No. 1) Jonathan Taylor is the Rookie 1.01 over Clyde Edwards-Helaire

This take was mild back in March. It then became hot following Day 1 of the NFL Draft. The heat from this take is absolutely scorching following Damien Williams opting out of the 2020 NFL season. Despite many obstacles, The Podfather has remained steadfast in his take and the numbers back it up. This topic has been put through the ringer on the podcast, so this recap will be brief.

Jonathan Taylor is the second-best running back prospect since Saquon Barkley. His athleticism metrics, size, and durability in the face of a monster workload are truly generational. Many cannot appreciate his profile because the odds of having two Barkleys only two years apart are low. He’s a can’t-miss prospect running behind an elite offensive line in a run-first system. Players cannot miss on the 1.01 in rookie drafts and we draft players for life in dynasty. Taylor at 1.01 is the safest bet anyone can make in fantasy football in 2020.

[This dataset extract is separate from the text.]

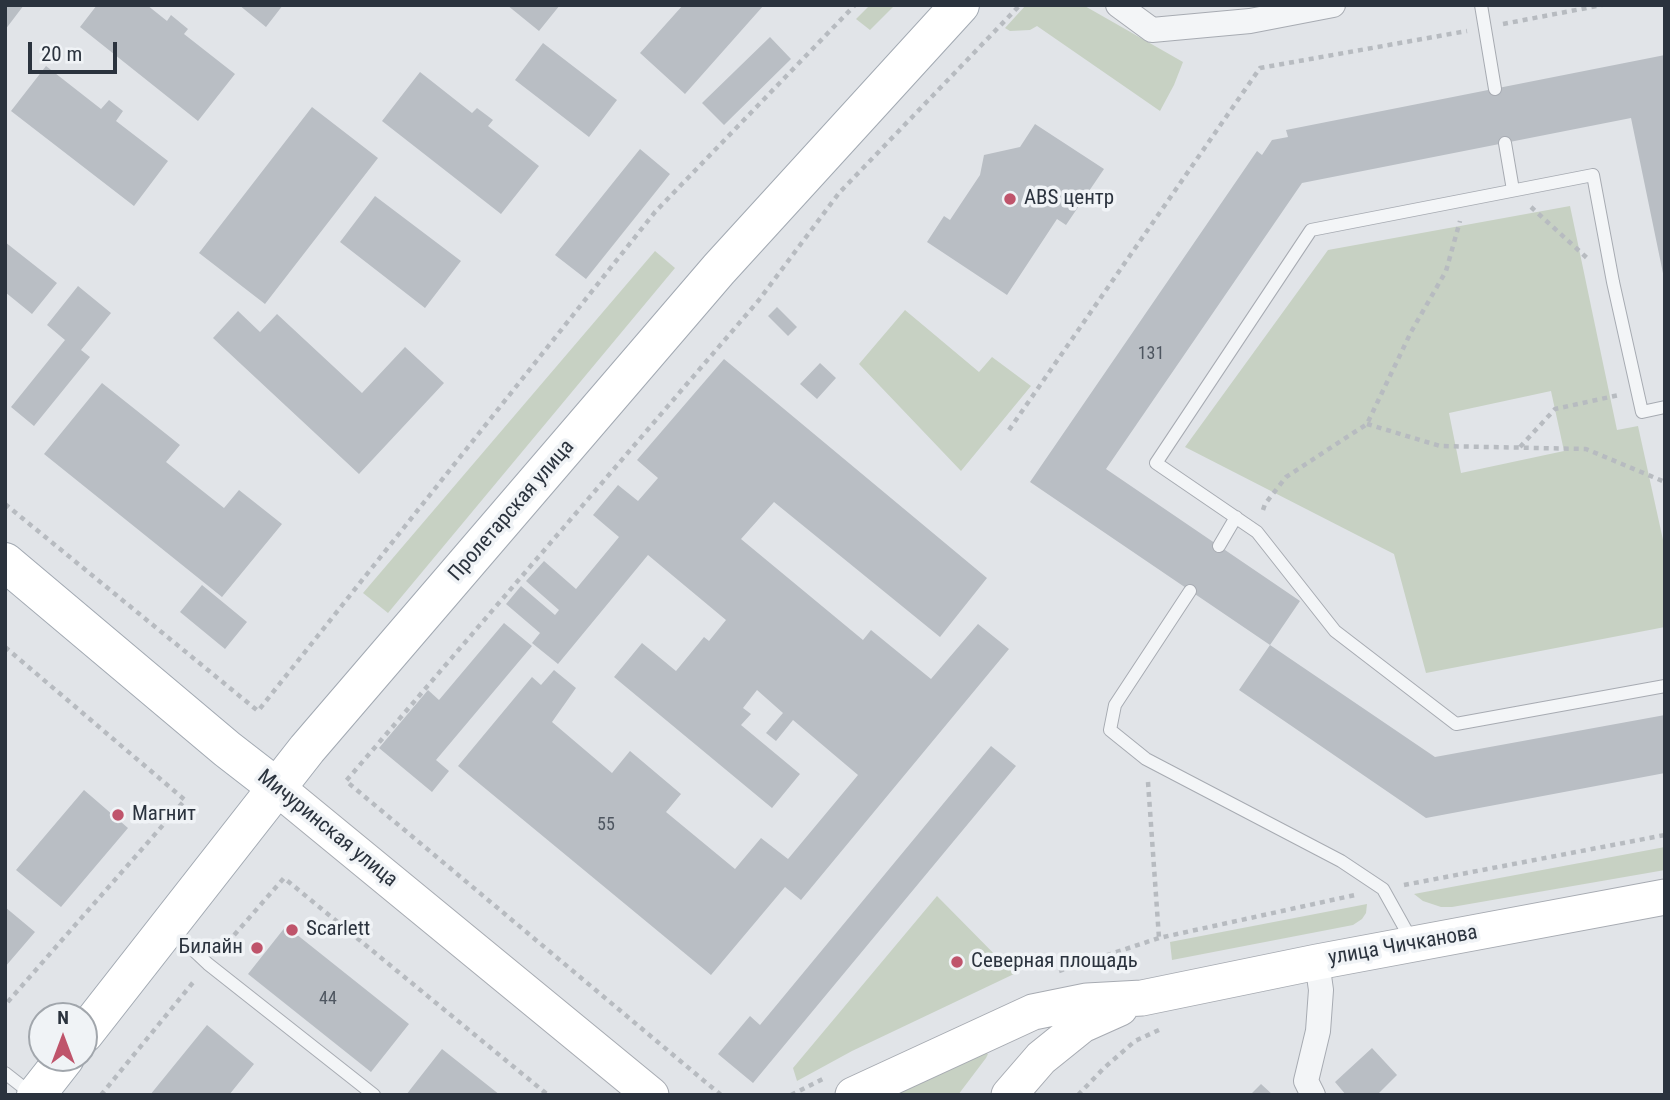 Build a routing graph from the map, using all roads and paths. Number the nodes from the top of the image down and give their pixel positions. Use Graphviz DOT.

Clyde Edwards-Helaire will dominate as an RB1 in 2020. The loss of Williams strengthens his projected workload. His draft capital coupled with coach praise is all the assurance we need to pound the table in 2020. However, in dynasty, CEH is not a sure bet for his entire career. His prospect profile heavily suggests that he is a system running back. Granted, he plays in the ideal system for his skillset in the NFL. Pursue him in seasonal formats, but for dynasty, you cannot draft him at the 1.01 with the same level of long-term confidence as Taylor.


Listen to the Rotounderworld radio program for the hottest takes The Podfather has to provide. Cam Newton is the best late round QB to target this year. Rob Gronkowski is a force of nature, draft him as such. Calvin Ridley‘s stock will fall in the same manner his body does after he catches the football. A draft pick on D’Andre Swift is a draft pick for fantasy success. Don’t be blinded by landed spot in rookie drafts, focus on the measurables and draft Jonathan Taylor at the 1.01.